- [Exercise goal]: The copy you give must match the records exactly, except that it holds no images.

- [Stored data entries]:
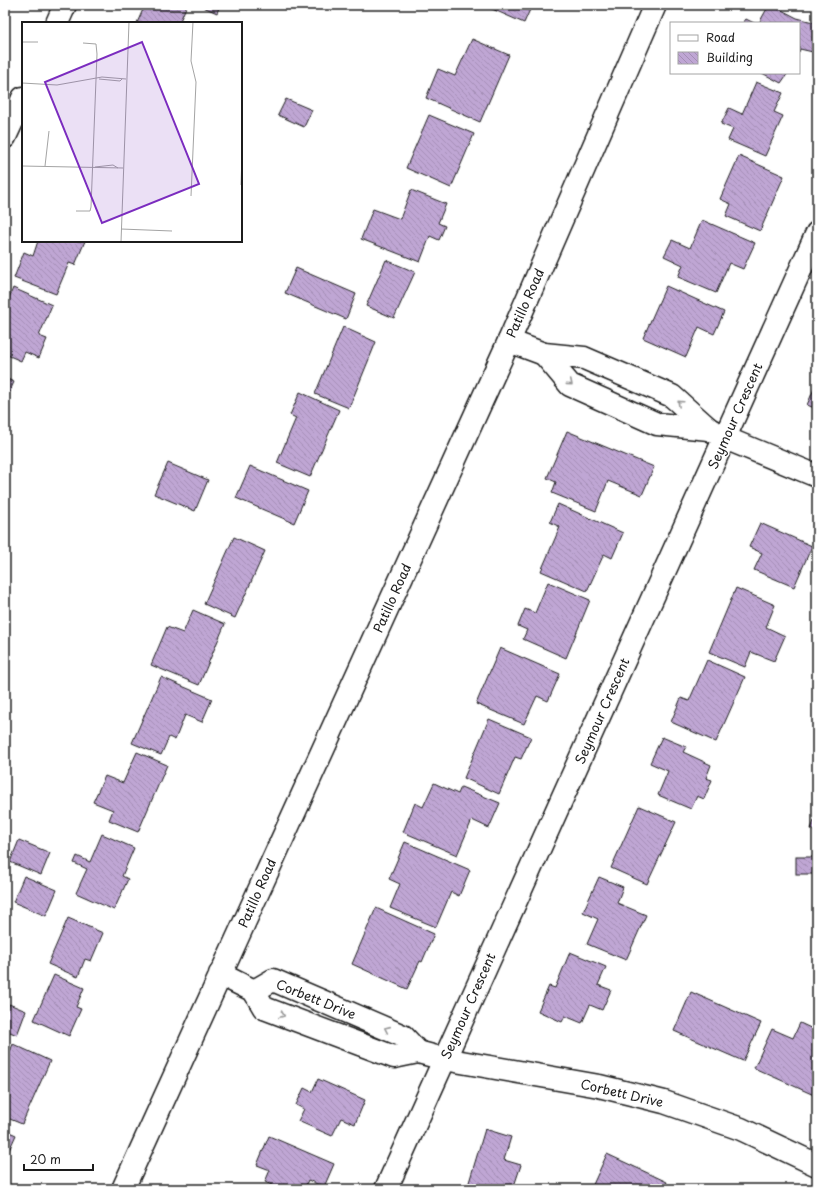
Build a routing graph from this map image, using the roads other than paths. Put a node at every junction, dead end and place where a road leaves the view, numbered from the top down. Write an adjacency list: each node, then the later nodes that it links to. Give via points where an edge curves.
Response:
1 (66, 5): 3 (street)
2 (655, 5): 7 (street, Patillo Road)
3 (58, 22)
4 (22, 100): 5 (street)
5 (5, 137)
6 (817, 233): 9 (street, Seymour Crescent)
7 (509, 341): 8 (street); 11 (street, Patillo Road)
8 (544, 354): 9 (street, one-way to 8, via 672,396 584,358); 9 (street, one-way to 9, via 570,385 657,424)
9 (717, 433): 10 (street); 14 (street, Seymour Crescent)
10 (817, 476)
11 (220, 974): 12 (street, Corbett Drive); 16 (street, Patillo Road)
12 (254, 990): 13 (street, Corbett Drive, one-way to 13, via 264,1008 394,1057); 13 (street, Corbett Drive, one-way to 12, via 403,1036 273,980)
13 (418, 1052): 14 (street, Corbett Drive)
14 (444, 1059): 15 (street, Corbett Drive, via 599,1086 664,1102 741,1129); 17 (street, Seymour Crescent)
15 (817, 1165)
16 (123, 1189)
17 (386, 1189)

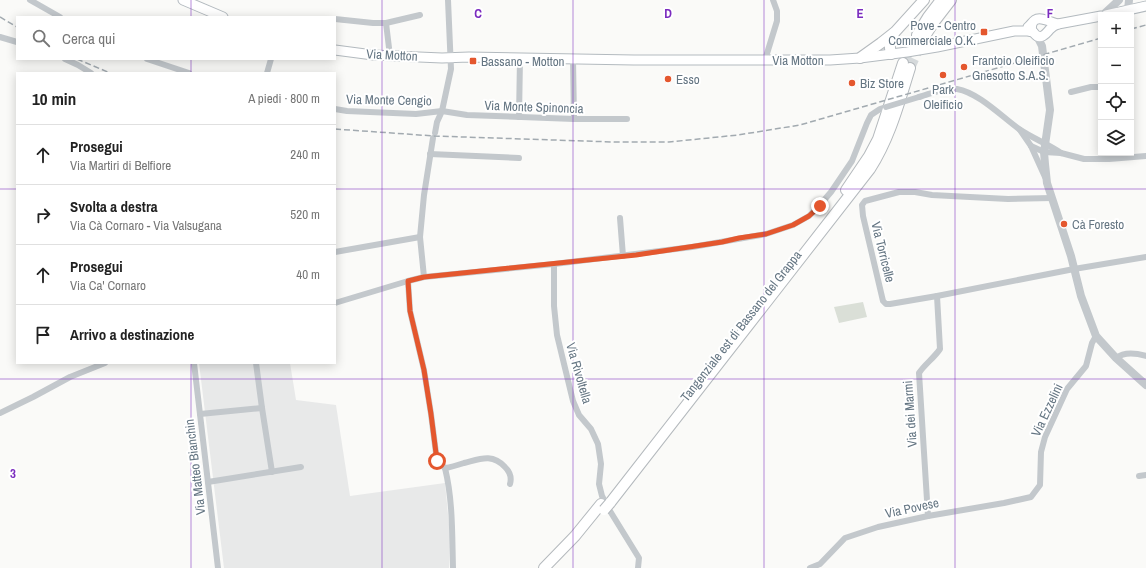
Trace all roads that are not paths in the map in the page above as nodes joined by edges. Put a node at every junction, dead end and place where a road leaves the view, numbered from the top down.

- [Result of this task]:
Build a routing graph from this map image, using the roads other than paths. Put a node at every junction, dead end and place where a road leaves the view, numbered from the top down. Write an adjacency list: each node, then the later nodes that it links to. Give via points where an edge curves.
Response:
1 (66, 5): 3 (street)
2 (655, 5): 7 (street, Patillo Road)
3 (58, 22)
4 (22, 100): 5 (street)
5 (5, 137)
6 (817, 233): 9 (street, Seymour Crescent)
7 (509, 341): 8 (street); 11 (street, Patillo Road)
8 (544, 354): 9 (street, one-way to 8, via 672,396 584,358); 9 (street, one-way to 9, via 570,385 657,424)
9 (717, 433): 10 (street); 14 (street, Seymour Crescent)
10 (817, 476)
11 (220, 974): 12 (street, Corbett Drive); 16 (street, Patillo Road)
12 (254, 990): 13 (street, Corbett Drive, one-way to 13, via 264,1008 394,1057); 13 (street, Corbett Drive, one-way to 12, via 403,1036 273,980)
13 (418, 1052): 14 (street, Corbett Drive)
14 (444, 1059): 15 (street, Corbett Drive, via 599,1086 664,1102 741,1129); 17 (street, Seymour Crescent)
15 (817, 1165)
16 (123, 1189)
17 (386, 1189)

Trace all roads that are not paths in the map in the page above as nodes joined by edges. Put a node at every junction, dead end and place where a road leaves the view, numbered from the top down.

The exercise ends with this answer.